• TASK BRIEF: I need every line of the material below that includes the string "Remetehegyi".

--- START ---

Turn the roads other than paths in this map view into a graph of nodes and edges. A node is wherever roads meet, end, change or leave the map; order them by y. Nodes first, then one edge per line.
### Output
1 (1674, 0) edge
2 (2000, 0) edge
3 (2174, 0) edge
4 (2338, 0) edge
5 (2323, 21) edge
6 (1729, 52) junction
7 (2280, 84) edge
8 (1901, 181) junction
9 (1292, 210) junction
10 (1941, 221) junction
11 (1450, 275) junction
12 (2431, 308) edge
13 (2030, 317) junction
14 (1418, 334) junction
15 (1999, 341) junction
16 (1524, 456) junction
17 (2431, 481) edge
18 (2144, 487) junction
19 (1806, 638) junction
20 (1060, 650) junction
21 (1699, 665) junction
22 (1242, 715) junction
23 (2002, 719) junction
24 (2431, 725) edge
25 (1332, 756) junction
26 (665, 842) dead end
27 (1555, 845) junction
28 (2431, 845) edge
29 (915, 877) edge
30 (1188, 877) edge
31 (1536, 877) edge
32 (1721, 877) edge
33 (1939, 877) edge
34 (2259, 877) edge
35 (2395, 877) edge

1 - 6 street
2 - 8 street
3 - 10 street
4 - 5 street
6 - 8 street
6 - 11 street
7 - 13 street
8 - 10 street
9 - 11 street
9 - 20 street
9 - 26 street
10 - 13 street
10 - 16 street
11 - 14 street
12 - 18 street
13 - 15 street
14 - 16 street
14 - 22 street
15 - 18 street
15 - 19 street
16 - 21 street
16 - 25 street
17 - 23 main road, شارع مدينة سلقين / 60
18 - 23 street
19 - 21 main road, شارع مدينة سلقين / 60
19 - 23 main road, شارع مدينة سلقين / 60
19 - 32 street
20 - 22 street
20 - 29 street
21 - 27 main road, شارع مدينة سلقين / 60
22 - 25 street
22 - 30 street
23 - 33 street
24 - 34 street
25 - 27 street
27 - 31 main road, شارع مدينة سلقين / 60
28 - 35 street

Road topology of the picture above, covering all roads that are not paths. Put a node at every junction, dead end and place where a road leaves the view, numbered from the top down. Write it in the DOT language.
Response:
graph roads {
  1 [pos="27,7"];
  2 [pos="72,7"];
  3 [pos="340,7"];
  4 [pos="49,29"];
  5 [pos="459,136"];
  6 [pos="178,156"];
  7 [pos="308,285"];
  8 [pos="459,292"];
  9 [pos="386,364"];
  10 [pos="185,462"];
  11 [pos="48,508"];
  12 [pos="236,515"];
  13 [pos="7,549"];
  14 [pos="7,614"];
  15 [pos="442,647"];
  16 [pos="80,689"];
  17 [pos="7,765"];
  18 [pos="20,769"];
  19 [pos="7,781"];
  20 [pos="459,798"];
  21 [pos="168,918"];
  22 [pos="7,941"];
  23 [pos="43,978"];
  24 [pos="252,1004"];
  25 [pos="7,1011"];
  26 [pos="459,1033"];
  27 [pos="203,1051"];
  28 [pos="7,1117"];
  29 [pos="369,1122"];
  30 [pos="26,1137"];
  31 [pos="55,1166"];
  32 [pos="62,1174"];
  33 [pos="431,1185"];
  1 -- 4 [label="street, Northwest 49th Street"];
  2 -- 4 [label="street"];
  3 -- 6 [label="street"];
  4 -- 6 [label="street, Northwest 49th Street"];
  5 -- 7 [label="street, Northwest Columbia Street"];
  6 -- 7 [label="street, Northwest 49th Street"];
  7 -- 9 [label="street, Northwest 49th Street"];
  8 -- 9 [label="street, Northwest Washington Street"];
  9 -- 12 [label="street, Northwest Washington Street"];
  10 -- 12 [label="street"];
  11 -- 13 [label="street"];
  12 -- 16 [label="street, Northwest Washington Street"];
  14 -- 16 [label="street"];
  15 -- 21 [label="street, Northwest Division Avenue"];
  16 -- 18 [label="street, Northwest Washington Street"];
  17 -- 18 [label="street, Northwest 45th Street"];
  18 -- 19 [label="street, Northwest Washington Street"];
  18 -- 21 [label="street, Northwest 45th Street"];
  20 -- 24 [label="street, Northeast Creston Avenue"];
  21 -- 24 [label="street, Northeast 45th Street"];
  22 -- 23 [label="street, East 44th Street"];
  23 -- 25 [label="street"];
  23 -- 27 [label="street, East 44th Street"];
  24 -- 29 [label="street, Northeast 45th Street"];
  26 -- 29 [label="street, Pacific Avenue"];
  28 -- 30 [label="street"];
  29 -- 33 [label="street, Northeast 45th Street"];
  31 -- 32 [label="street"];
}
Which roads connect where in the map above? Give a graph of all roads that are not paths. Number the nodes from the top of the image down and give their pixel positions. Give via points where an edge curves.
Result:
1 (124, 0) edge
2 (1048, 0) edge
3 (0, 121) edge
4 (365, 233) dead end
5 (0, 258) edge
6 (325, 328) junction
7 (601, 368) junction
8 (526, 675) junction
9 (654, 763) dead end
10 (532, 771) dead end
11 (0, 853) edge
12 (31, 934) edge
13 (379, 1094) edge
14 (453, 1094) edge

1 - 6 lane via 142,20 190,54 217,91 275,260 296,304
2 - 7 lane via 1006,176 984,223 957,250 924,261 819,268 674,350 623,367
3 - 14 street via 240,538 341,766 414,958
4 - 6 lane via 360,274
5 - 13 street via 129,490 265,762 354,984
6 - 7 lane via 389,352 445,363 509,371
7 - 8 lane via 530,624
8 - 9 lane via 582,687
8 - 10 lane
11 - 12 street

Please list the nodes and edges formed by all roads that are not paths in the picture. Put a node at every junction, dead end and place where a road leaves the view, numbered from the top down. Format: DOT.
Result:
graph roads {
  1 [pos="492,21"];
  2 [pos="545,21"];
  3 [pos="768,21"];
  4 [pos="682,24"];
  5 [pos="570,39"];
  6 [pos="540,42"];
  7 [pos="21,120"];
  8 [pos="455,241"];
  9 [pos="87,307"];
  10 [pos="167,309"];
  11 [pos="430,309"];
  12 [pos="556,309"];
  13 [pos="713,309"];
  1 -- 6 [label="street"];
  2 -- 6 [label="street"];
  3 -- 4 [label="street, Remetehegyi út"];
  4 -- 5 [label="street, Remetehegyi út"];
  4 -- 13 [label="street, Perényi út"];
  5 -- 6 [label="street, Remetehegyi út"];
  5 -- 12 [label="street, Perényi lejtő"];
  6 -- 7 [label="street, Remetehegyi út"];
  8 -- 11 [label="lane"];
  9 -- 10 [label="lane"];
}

--- END ---

• ANSWER TO THIS EXERCISE:
  3 -- 4 [label="street, Remetehegyi út"];
  4 -- 5 [label="street, Remetehegyi út"];
  5 -- 6 [label="street, Remetehegyi út"];
  6 -- 7 [label="street, Remetehegyi út"];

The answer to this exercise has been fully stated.